Nur wenn zum Beispiel der Verkehr mitgeschnitten werden kann, lassen sich Applikationskonflikte
effizient erkennen und lösen. Einige Software-Appliances integrieren zudem die Netzwerkschicht in
das Managementkonzept. Dies ermöglicht die Remote-Administration aller Netzwerkparameter und des
Backups als Teil der Systemkonfiguration. Über spezielle logische Konsistenzprüfungen lassen sich
zudem widersprüchliche Konfigurationen verhindern, wovon besonders unbeaufsichtigte Remote-Systeme
profitieren.

Nicht unerheblich ist außerdem die Frage nach dem Recovery im Katastrophenfall. Stromausfälle
sind in vielen Regionen an der Tagesordnung, sodass jederzeit mit einer totalen Beschädigung der
Hardware gerechnet werden muss. Problematisch wird dies, wenn die betreffende Region strenge
Regelungen für Technikimporte aufweist, wie zum Beispiel China. Der Austausch einer
Hardware-Appliance kann so zu einem langwierigen bürokratischen Prozess führen, wenn nicht schon im
Vorfeld für Austauschgeräte gesorgt wurde. Eine Alternative bieten Software-Appliances mit
integrierter Sicherheitssoftware und Betriebssystem, die sich von CD auf Standardhardware
einrichten lassen. In Verbindung mit der Remote-Administration kann ein Unternehmen so außerdem
vermeiden, dass Mitarbeiter in der externen Filiale über sicherheitsrelevantes Wissen verfügen
müssen.

Fazit

Die Integration von Niederlassungen in Regionen mit schwacher Kommunikationsinfrastruktur stellt
hohe Anforderungen an die Wirtschaftlichkeit und technische Leistung des Connectivity-Gateways.
Dabei sind Probleme zu bedenken, wie zum Beispiel Stromausfälle oder nicht verfügbare
Leitungstypen. Bei der Evaluierung einer Lösung sollten daher ausgereifte Failover- und
Multi-Provider-Funktionen eine wichtige Rolle spielen. Nur durch die angepasste Kombination
verfügbarer Leitungstypen und die Lastverteilung des kritischen Datenverkehrs durch ein
Connectivity-Gateway ist nach Einschätzung von Experten gewährleistet, dass auch Niederlassungen in
schwierigen Regionen reibungslos an Geschäftsabläufen teilnehmen können.

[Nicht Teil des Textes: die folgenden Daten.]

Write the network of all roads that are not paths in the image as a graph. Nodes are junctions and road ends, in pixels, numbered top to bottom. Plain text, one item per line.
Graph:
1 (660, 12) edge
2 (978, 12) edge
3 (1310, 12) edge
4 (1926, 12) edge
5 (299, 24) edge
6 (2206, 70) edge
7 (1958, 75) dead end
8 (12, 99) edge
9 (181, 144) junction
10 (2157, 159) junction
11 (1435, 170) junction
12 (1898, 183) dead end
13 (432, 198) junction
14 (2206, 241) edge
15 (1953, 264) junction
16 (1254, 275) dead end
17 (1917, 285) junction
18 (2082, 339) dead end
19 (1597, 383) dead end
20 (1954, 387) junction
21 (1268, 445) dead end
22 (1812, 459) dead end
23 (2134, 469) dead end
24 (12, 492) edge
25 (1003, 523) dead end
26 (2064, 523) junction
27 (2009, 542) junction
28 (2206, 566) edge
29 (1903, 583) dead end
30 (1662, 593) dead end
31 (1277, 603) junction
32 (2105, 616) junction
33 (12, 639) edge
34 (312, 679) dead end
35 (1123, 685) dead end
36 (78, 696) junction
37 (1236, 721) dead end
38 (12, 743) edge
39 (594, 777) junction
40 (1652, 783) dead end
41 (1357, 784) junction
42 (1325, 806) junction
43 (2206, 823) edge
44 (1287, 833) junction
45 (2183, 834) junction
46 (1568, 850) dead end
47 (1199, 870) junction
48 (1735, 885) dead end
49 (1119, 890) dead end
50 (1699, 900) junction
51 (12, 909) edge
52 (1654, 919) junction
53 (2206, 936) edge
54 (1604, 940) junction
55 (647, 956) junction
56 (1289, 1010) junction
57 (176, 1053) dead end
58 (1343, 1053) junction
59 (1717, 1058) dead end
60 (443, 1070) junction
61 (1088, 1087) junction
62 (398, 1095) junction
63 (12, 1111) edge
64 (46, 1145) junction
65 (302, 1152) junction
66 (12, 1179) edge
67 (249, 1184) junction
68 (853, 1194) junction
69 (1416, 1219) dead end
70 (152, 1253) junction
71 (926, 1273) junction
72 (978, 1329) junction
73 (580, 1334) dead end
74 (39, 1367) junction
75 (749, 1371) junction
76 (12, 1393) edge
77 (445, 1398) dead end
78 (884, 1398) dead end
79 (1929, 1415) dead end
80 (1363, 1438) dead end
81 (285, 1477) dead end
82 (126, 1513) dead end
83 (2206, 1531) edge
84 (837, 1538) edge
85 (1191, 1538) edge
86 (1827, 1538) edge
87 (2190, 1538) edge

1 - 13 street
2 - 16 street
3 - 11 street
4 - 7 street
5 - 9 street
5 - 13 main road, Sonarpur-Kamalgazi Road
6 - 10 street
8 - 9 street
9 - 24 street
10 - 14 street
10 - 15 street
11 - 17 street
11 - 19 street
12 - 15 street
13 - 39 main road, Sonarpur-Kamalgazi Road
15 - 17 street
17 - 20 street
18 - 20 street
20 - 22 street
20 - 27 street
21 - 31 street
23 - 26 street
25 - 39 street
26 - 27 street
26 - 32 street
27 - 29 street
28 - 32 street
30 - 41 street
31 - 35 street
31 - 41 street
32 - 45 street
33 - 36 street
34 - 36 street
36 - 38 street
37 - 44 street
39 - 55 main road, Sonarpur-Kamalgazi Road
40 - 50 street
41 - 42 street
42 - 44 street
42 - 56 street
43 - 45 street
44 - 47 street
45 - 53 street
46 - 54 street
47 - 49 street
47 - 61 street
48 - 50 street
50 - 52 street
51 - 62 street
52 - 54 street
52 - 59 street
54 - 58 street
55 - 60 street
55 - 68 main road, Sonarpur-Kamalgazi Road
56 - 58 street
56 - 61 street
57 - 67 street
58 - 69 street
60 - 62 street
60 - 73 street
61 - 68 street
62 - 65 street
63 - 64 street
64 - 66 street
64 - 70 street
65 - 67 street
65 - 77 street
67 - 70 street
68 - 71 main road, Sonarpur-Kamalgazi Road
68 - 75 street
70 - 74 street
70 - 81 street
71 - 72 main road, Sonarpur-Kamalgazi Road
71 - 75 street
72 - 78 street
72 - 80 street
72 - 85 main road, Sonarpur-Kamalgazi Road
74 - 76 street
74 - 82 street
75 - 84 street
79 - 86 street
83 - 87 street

Virtual Private Networks (VPNs):

Unterstützung für redundante VPN-Gateways und automatisches Failover

Protokoll- oder adressbasierendes Load-Balancing über mehrere VPN-Tunnel

Unterstützung für Remote Access VPNs

Zentrales Policy-Management für Clients

Traffic Management:

Definition eines Traffic-Management-Modells (maximale Bandbreite für ein- und ausgehende Verbindungen) für jedes Interface sowie vier Bandbreiten, denen jeweils ein bestimmter Prozentsatz der gesamten zur Verfügung stehenden Bandbreite zugewiesen wird. Auf Basis der IP-Adresse oder Netzwerkprotokollinformationen lässt sich der Datenverkehr innerhalb des Firewall-Regelwerks einem dieser vier Bereiche zuordnen, sodass kritische Applikationen über eine garantierte Mindestbandbreite verfügen.

Traffic Intelligence

Dieses Feature ermöglicht redundante Internet-Connectivity und protokollbasierendes Load-Balancing über mehrere Provider-Anbindungen. In Kombination mit der VPN-Funktion und dem Bandbreitenmanagement der Connectivity-Gateways sollen sich so wirtschaftliche und gleichzeitig ausfallsichere Netzwerkstrukturen realisieren lassen.